Data to process:
****************************************

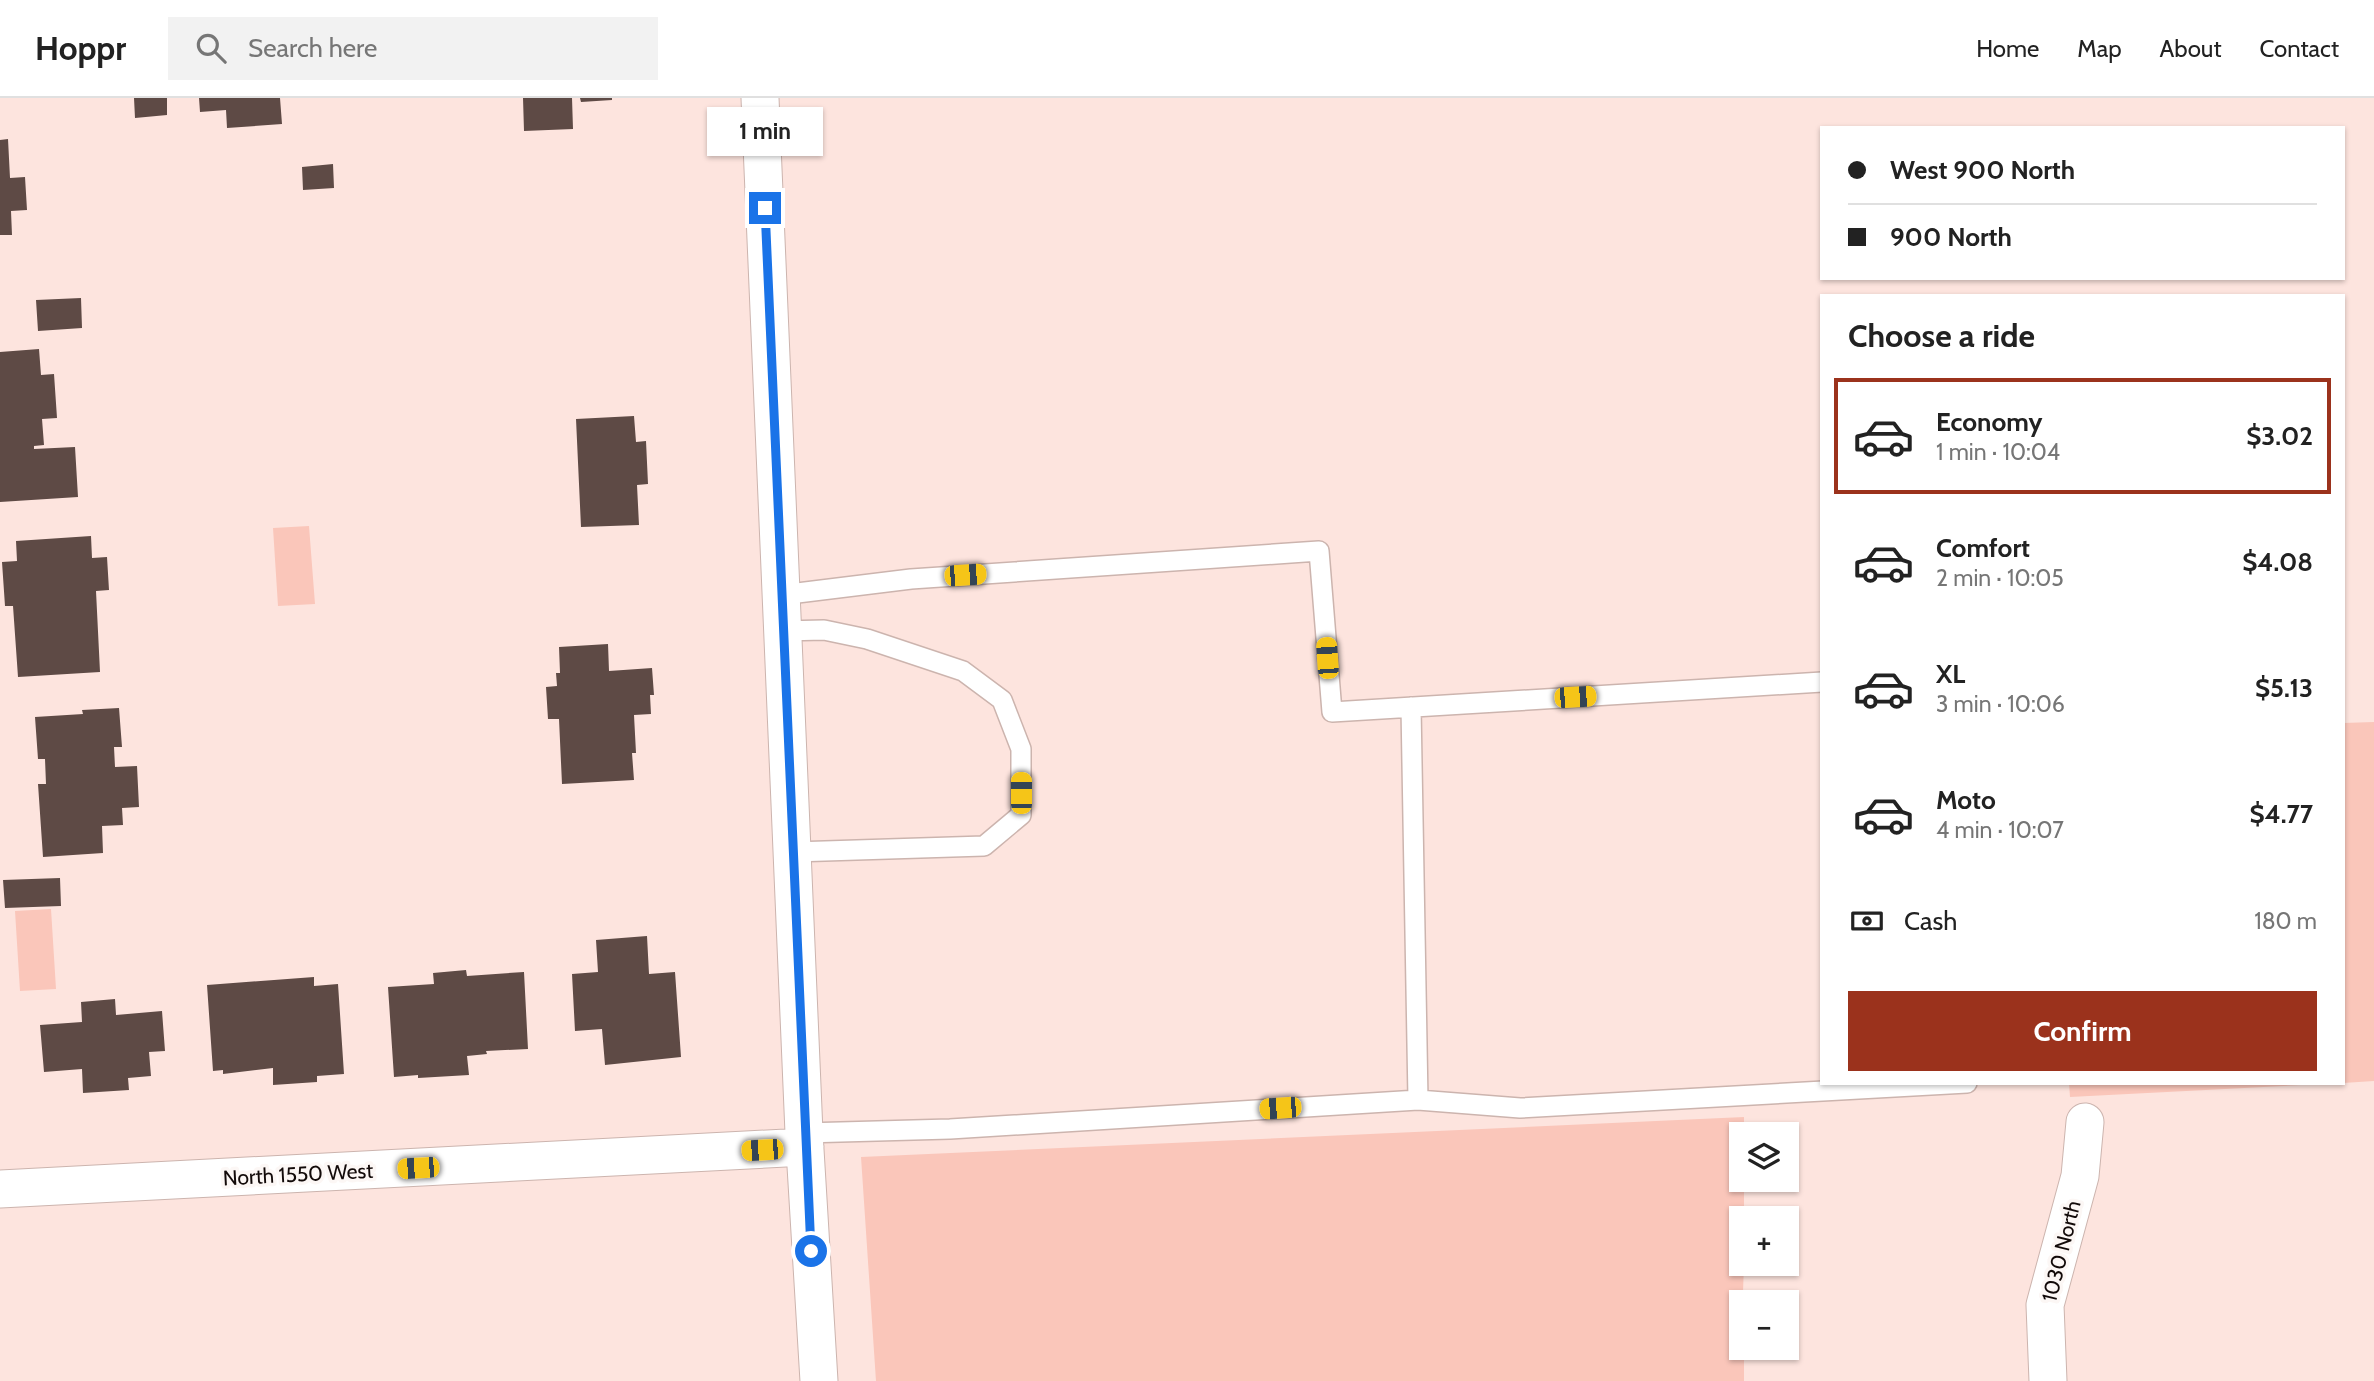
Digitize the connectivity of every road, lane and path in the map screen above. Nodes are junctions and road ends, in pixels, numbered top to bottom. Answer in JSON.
{"nodes":[{"id":1,"x":760,"y":98,"type":"edge"},
{"id":2,"x":782,"y":613,"type":"junction"},
{"id":3,"x":1820,"y":682,"type":"edge"},
{"id":4,"x":1411,"y":707,"type":"junction"},
{"id":5,"x":793,"y":852,"type":"junction"},
{"id":6,"x":1931,"y":1085,"type":"edge"},
{"id":7,"x":1418,"y":1100,"type":"junction"},
{"id":8,"x":2085,"y":1122,"type":"dead end"},
{"id":9,"x":804,"y":1140,"type":"junction"},
{"id":10,"x":0,"y":1189,"type":"edge"},
{"id":11,"x":819,"y":1381,"type":"edge"},
{"id":12,"x":2048,"y":1381,"type":"edge"}],
"edges":[{"from":1,"to":2,"type":"street"},
{"from":2,"to":4,"type":"lane"},
{"from":2,"to":5,"type":"street"},
{"from":2,"to":5,"type":"lane"},
{"from":3,"to":4,"type":"lane"},
{"from":4,"to":7,"type":"lane"},
{"from":5,"to":9,"type":"street"},
{"from":6,"to":7,"type":"lane"},
{"from":7,"to":9,"type":"lane"},
{"from":8,"to":12,"type":"street","name":"1030 North"},
{"from":9,"to":10,"type":"street","name":"North 1550 West"},
{"from":9,"to":11,"type":"street"}]}
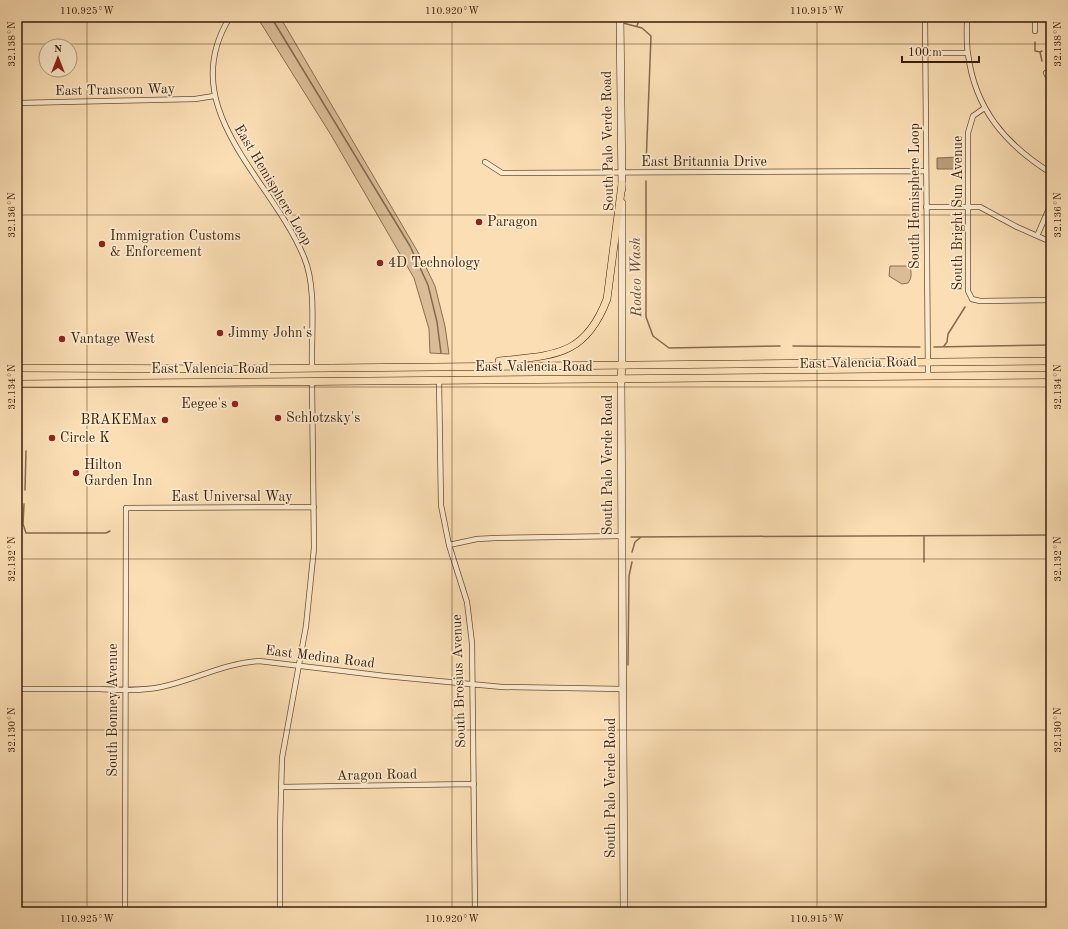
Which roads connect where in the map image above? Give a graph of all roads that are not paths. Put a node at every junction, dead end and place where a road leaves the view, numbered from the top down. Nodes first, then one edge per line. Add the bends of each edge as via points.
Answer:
1 (230, 17) edge
2 (620, 17) edge
3 (925, 17) edge
4 (967, 17) edge
5 (1035, 17) edge
6 (1035, 31) dead end
7 (925, 53) junction
8 (967, 53) junction
9 (1046, 73) dead end
10 (1051, 83) edge
11 (214, 96) junction
12 (17, 103) edge
13 (983, 109) junction
14 (485, 162) dead end
15 (926, 171) junction
16 (622, 173) junction
17 (1051, 173) edge
18 (622, 184) junction
19 (1051, 204) edge
20 (926, 207) junction
21 (968, 207) junction
22 (1037, 236) junction
23 (1051, 242) edge
24 (1051, 300) edge
25 (1051, 361) edge
26 (927, 362) junction
27 (622, 364) junction
28 (463, 366) junction
29 (17, 368) edge
30 (312, 368) junction
31 (928, 375) junction
32 (1051, 375) edge
33 (439, 380) junction
34 (621, 380) junction
35 (312, 382) junction
36 (17, 384) edge
37 (314, 507) junction
38 (126, 508) joint
39 (621, 536) junction
40 (449, 545) junction
41 (298, 664) junction
42 (472, 684) junction
43 (17, 689) edge
44 (624, 689) junction
45 (124, 690) junction
46 (474, 784) junction
47 (281, 787) junction
48 (125, 912) edge
49 (280, 912) edge
50 (475, 912) edge
51 (624, 912) edge

1 - 11 street, East Hemisphere Loop via 224,26 213,63
2 - 16 street, South Palo Verde Road
3 - 7 street, South Hemisphere Loop
4 - 8 street
5 - 6 street
7 - 8 street
7 - 15 street, South Hemisphere Loop
8 - 13 street
9 - 10 street
11 - 12 street, East Transcon Way via 195,99
11 - 30 street, East Hemisphere Loop via 225,126 238,150 304,256 311,288
13 - 17 street via 1003,134 1030,159
13 - 21 street, South Bright Sun Avenue via 973,116 968,133
14 - 16 street, East Britannia Drive via 502,173
15 - 16 street, East Britannia Drive
15 - 20 street, South Hemisphere Loop
16 - 18 street, South Palo Verde Road
18 - 27 street, South Palo Verde Road
18 - 28 main road via 607,299 593,328 570,348 554,354
19 - 22 street
20 - 21 street
20 - 26 street, South Hemisphere Loop
21 - 22 street via 980,207
21 - 24 street, South Bright Sun Avenue via 968,291 971,300
22 - 23 street
25 - 26 main road, East Valencia Road
26 - 27 main road, East Valencia Road
26 - 31 street, South Hemisphere Loop
27 - 28 main road, East Valencia Road
27 - 34 main road, South Palo Verde Road
28 - 30 main road, East Valencia Road
29 - 30 main road, East Valencia Road
30 - 35 main road
31 - 32 main road, East Valencia Road
31 - 34 main road, East Valencia Road
33 - 34 main road, East Valencia Road
33 - 35 main road, East Valencia Road
33 - 40 street, South Brosius Avenue via 441,505
34 - 39 street, South Palo Verde Road
35 - 36 main road, East Valencia Road
35 - 37 street
37 - 38 street, East Universal Way
37 - 41 street via 311,586
38 - 45 street, South Bonney Avenue
39 - 40 street via 476,539
39 - 44 street, South Palo Verde Road
40 - 42 street, South Brosius Avenue via 467,602 472,643
41 - 42 street, East Medina Road
41 - 45 street, East Medina Road via 272,661 245,662 185,682
41 - 47 street via 286,727
42 - 44 street, East Medina Road via 502,687
42 - 46 street, South Brosius Avenue
43 - 45 street, East Medina Road
44 - 51 street, South Palo Verde Road
45 - 48 street, South Bonney Avenue
46 - 47 street, Aragon Road
46 - 50 street, South Brosius Avenue
47 - 49 street

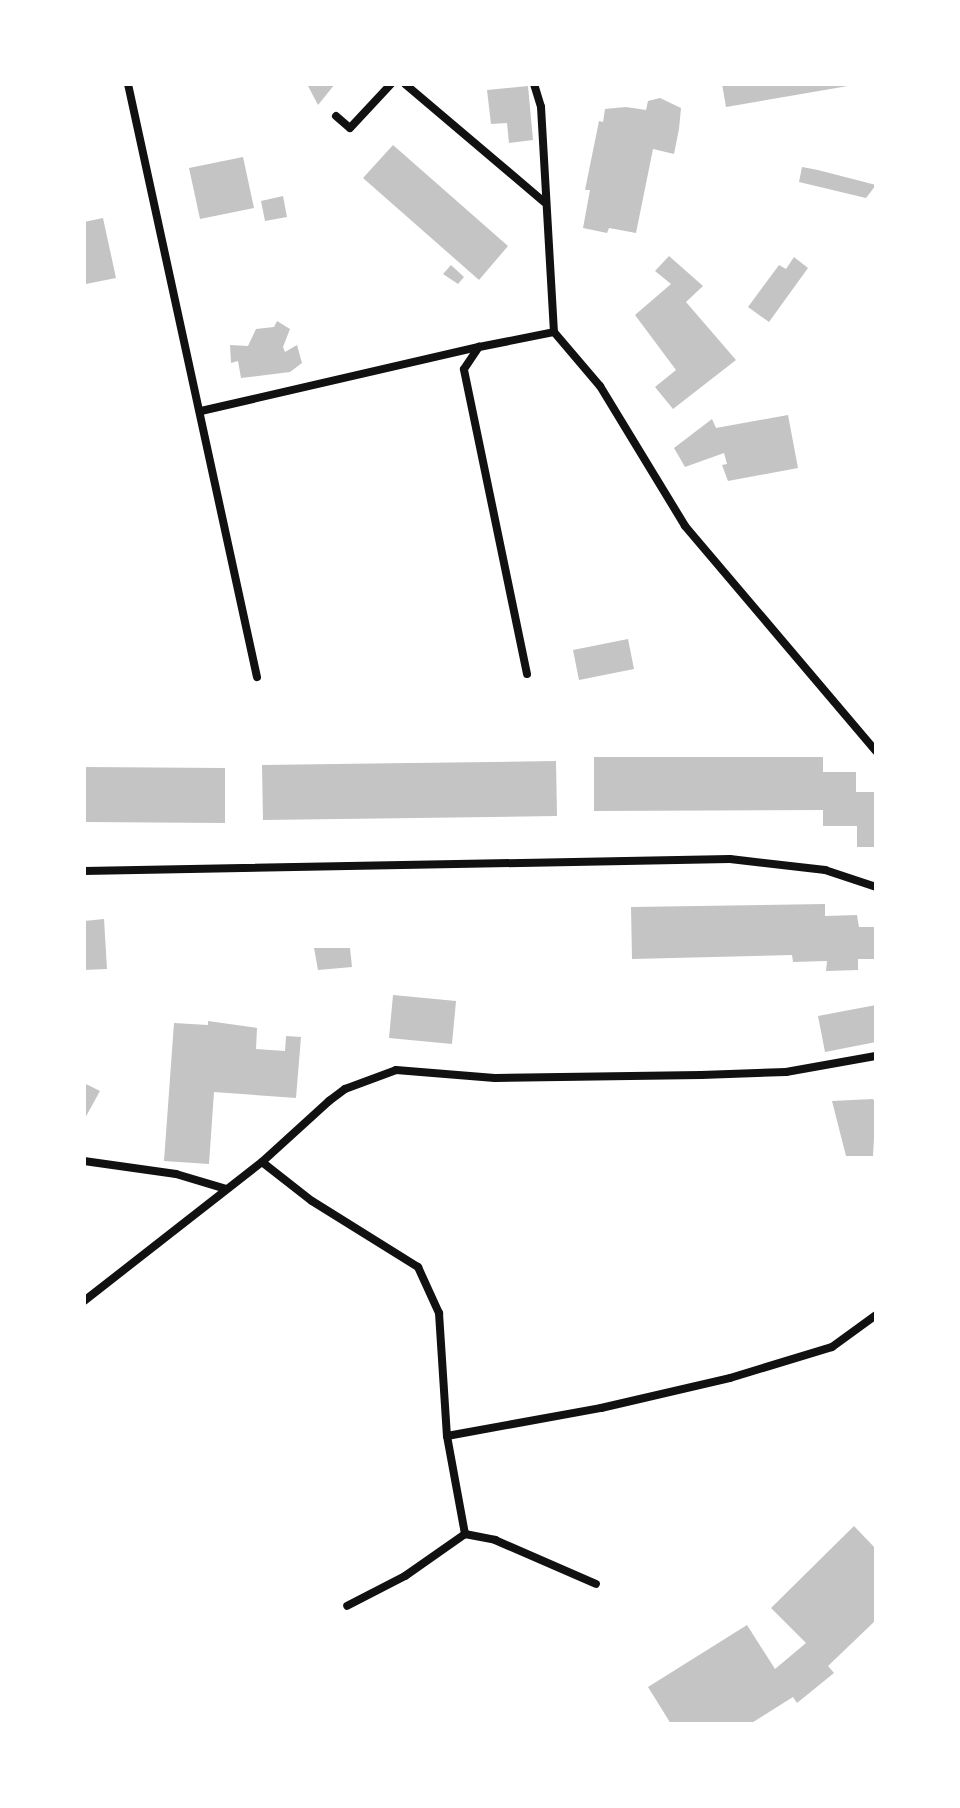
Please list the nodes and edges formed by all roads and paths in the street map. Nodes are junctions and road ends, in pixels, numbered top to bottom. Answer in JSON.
{"nodes":[{"id":1,"x":128,"y":84,"type":"edge"},
{"id":2,"x":391,"y":84,"type":"edge"},
{"id":3,"x":405,"y":84,"type":"edge"},
{"id":4,"x":534,"y":84,"type":"edge"},
{"id":5,"x":336,"y":116,"type":"dead end"},
{"id":6,"x":544,"y":202,"type":"junction"},
{"id":7,"x":554,"y":332,"type":"junction"},
{"id":8,"x":479,"y":347,"type":"junction"},
{"id":9,"x":201,"y":411,"type":"junction"},
{"id":10,"x":527,"y":674,"type":"dead end"},
{"id":11,"x":257,"y":677,"type":"dead end"},
{"id":12,"x":876,"y":751,"type":"edge"},
{"id":13,"x":84,"y":871,"type":"edge"},
{"id":14,"x":876,"y":887,"type":"edge"},
{"id":15,"x":876,"y":1056,"type":"edge"},
{"id":16,"x":84,"y":1161,"type":"edge"},
{"id":17,"x":262,"y":1162,"type":"junction"},
{"id":18,"x":226,"y":1189,"type":"junction"},
{"id":19,"x":84,"y":1301,"type":"edge"},
{"id":20,"x":876,"y":1315,"type":"edge"},
{"id":21,"x":447,"y":1436,"type":"junction"},
{"id":22,"x":465,"y":1534,"type":"junction"},
{"id":23,"x":596,"y":1584,"type":"dead end"},
{"id":24,"x":347,"y":1606,"type":"dead end"}],
"edges":[{"from":1,"to":9,"type":"street"},
{"from":2,"to":5,"type":"street"},
{"from":3,"to":6,"type":"street"},
{"from":4,"to":6,"type":"street"},
{"from":6,"to":7,"type":"street"},
{"from":7,"to":8,"type":"street"},
{"from":7,"to":12,"type":"street"},
{"from":8,"to":9,"type":"street"},
{"from":8,"to":10,"type":"street"},
{"from":9,"to":11,"type":"street"},
{"from":13,"to":14,"type":"street"},
{"from":15,"to":17,"type":"street"},
{"from":16,"to":18,"type":"street"},
{"from":17,"to":18,"type":"street"},
{"from":17,"to":21,"type":"street"},
{"from":18,"to":19,"type":"street"},
{"from":20,"to":21,"type":"street"},
{"from":21,"to":22,"type":"street"},
{"from":22,"to":23,"type":"street"},
{"from":22,"to":24,"type":"street"}]}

****************************************

Your objective: Which lines of the records contain "Verde"? Show each of them.

Completed exercise:
2 - 16 street, South Palo Verde Road
16 - 18 street, South Palo Verde Road
18 - 27 street, South Palo Verde Road
27 - 34 main road, South Palo Verde Road
34 - 39 street, South Palo Verde Road
39 - 44 street, South Palo Verde Road
44 - 51 street, South Palo Verde Road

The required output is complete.